As we were leaving our upstairs table, we crossed paths with the Iranian family from Chicago that we had sat next to at the Sans Restaurant for lunch!  (And this afternoon, we saw another couple from that same restaurant, whom we think are Dutch, walking across our paths.)

Tuesday, February 18, 2014

1792 Church near
Recoleta
Coffins in a Crypt
Crypts come in all styles;
this one is 

1908 Art Nouveau















Don't Cry for Me, Argentina!





















This morning we had agreed we would start with the tour of Recoleta Cemetery, then move on to the Museo de Belles Artes, and finish after lunch with the Eva Perón museum.   We managed the first two.  We also stopped in a very old church that was founded in 1792 when the cemetery was an orchard and Recoleta was countryside.  
First we had excellent coffee at a little café just down the street, then moved on to the cemetery.   We visited the Eva crypt, surrounded by a small crowd and then walked the nearly deserted alleyways between the tombs—except for workmen repairing crypts or readying them for another coffin—for a few minutes.   It’s really far better than we thought it would be.   Some of the architecture of these necropolises is quite fantastical, from Egyptian to Art Nouveau to traditional crypt style, like miniature churches.  Many have statutes and plaques…and some even say what the body inside did before s/he died.   Very much similar to the crypts in New Orleans or Key West, only grander.

Close up of Larrañaga's Pescadores
From there we headed down the Museo de Belles Artes (Belles is pronounced  bay-yes).  Opened at 12:30 so we were a bit early.  Ended up chatting with an English couple, in their late 40s early 50s who had retired and were spending months in South America.  Live in southwestern suburbs of London.  He had been a cop and she a pilates instructor.
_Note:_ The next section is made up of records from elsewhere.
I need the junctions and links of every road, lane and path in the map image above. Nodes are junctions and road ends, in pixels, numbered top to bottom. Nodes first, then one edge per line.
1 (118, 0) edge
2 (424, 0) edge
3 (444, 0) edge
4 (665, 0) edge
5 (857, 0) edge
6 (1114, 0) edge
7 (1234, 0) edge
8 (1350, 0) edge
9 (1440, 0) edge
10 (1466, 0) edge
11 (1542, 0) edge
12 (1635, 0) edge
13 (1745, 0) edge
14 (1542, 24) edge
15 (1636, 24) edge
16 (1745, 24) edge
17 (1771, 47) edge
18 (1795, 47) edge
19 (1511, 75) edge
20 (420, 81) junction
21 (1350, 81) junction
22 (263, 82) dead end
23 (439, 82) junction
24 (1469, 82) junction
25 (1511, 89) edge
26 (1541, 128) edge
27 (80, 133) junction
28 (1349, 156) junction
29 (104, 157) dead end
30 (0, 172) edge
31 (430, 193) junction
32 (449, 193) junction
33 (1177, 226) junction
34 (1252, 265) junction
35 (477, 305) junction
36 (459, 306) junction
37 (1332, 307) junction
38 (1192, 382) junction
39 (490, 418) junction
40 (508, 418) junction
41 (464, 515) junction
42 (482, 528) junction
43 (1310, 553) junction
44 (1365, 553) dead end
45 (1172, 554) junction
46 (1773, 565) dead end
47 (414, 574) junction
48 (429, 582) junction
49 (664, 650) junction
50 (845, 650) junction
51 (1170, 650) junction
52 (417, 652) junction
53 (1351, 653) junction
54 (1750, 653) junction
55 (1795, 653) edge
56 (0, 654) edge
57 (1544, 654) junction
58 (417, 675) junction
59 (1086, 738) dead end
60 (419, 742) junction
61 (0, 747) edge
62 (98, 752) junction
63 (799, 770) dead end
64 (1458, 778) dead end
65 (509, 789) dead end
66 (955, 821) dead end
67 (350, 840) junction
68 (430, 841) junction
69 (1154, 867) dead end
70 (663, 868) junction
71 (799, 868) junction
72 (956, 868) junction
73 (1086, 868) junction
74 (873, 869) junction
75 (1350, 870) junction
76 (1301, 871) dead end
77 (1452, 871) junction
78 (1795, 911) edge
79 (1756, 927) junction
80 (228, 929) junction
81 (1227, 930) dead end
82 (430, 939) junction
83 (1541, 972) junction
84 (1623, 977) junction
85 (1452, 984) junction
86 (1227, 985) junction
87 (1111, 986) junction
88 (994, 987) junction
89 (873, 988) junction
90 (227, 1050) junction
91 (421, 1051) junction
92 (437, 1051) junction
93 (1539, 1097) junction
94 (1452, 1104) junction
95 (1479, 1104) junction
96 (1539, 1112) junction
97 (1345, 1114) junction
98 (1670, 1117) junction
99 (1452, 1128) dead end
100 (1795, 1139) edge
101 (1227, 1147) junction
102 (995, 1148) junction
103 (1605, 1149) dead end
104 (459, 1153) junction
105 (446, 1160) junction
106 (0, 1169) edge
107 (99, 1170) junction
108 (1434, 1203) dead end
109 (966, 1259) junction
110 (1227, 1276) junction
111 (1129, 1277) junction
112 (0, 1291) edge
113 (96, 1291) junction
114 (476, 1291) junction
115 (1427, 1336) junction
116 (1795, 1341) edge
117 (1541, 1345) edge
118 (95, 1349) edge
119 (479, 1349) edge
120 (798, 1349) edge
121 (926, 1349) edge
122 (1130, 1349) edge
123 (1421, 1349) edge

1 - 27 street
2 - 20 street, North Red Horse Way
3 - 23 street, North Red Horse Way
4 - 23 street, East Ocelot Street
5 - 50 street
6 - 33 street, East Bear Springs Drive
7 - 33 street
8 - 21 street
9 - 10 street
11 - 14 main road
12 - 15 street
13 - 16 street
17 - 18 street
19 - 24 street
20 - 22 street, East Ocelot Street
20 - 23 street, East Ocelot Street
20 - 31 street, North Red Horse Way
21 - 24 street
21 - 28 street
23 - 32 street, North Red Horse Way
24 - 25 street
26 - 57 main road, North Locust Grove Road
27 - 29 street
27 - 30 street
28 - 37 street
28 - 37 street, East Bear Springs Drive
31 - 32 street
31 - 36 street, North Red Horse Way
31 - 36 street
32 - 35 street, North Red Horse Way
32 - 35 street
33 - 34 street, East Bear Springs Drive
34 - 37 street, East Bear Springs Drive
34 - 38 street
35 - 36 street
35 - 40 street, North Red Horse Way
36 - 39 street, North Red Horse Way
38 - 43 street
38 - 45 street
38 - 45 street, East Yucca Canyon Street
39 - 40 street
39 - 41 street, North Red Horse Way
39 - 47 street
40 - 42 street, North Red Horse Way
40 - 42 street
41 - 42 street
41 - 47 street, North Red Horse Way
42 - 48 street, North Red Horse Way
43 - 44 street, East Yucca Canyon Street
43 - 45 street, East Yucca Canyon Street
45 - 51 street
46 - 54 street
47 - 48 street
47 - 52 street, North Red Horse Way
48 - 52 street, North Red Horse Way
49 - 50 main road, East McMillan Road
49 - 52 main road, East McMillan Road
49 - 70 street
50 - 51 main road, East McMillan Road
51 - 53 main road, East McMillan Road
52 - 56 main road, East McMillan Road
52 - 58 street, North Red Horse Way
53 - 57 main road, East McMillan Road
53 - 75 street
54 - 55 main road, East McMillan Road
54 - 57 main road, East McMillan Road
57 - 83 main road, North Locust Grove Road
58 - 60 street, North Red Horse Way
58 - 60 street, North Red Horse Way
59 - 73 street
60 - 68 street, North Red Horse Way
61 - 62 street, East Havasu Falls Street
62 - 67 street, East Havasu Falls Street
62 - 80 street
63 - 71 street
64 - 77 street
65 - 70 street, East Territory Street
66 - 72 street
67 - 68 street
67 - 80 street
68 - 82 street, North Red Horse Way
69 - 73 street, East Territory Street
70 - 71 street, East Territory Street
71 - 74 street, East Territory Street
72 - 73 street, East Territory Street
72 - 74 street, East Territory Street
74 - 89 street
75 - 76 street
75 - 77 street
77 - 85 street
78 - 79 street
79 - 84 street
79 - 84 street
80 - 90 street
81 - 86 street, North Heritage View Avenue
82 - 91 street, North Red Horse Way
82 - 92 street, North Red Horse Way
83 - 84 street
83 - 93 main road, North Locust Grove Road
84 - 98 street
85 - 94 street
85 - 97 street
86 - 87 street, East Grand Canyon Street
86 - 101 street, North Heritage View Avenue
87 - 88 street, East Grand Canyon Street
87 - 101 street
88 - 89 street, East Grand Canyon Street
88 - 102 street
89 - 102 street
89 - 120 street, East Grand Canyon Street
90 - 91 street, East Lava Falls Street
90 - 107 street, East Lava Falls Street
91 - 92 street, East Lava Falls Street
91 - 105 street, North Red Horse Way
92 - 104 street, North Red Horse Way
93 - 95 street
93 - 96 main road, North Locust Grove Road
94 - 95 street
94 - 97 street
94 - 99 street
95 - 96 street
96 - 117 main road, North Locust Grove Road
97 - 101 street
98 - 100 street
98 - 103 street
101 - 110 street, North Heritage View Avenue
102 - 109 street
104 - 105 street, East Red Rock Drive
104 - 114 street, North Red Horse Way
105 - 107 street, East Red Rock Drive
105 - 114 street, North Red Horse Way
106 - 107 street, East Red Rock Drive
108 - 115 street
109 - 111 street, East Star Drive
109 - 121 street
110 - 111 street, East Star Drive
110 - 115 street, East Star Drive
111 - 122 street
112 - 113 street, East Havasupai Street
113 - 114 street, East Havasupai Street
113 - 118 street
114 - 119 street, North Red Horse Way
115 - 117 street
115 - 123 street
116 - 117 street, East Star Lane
The museum has a fair collection of old art—Ben was taken with the impressionist room, John found most of the pieces were fine art but not the top of the line from the artists.  However around a corner and up some stairs we ended up in a show about an Argentine artist, Larrañaga, who lived from about 1900 to the 1960s.   He studied in Spain and did some fascinating work in Spain and later in Argentina   A rather pleasant way to spend an hour seeing very good pieces from an artist we had never heard of.  He was in disfavor after Perón was kicked out in a coup in the 1950s but obviously in on the way back up in the hearts and minds of the Argentines.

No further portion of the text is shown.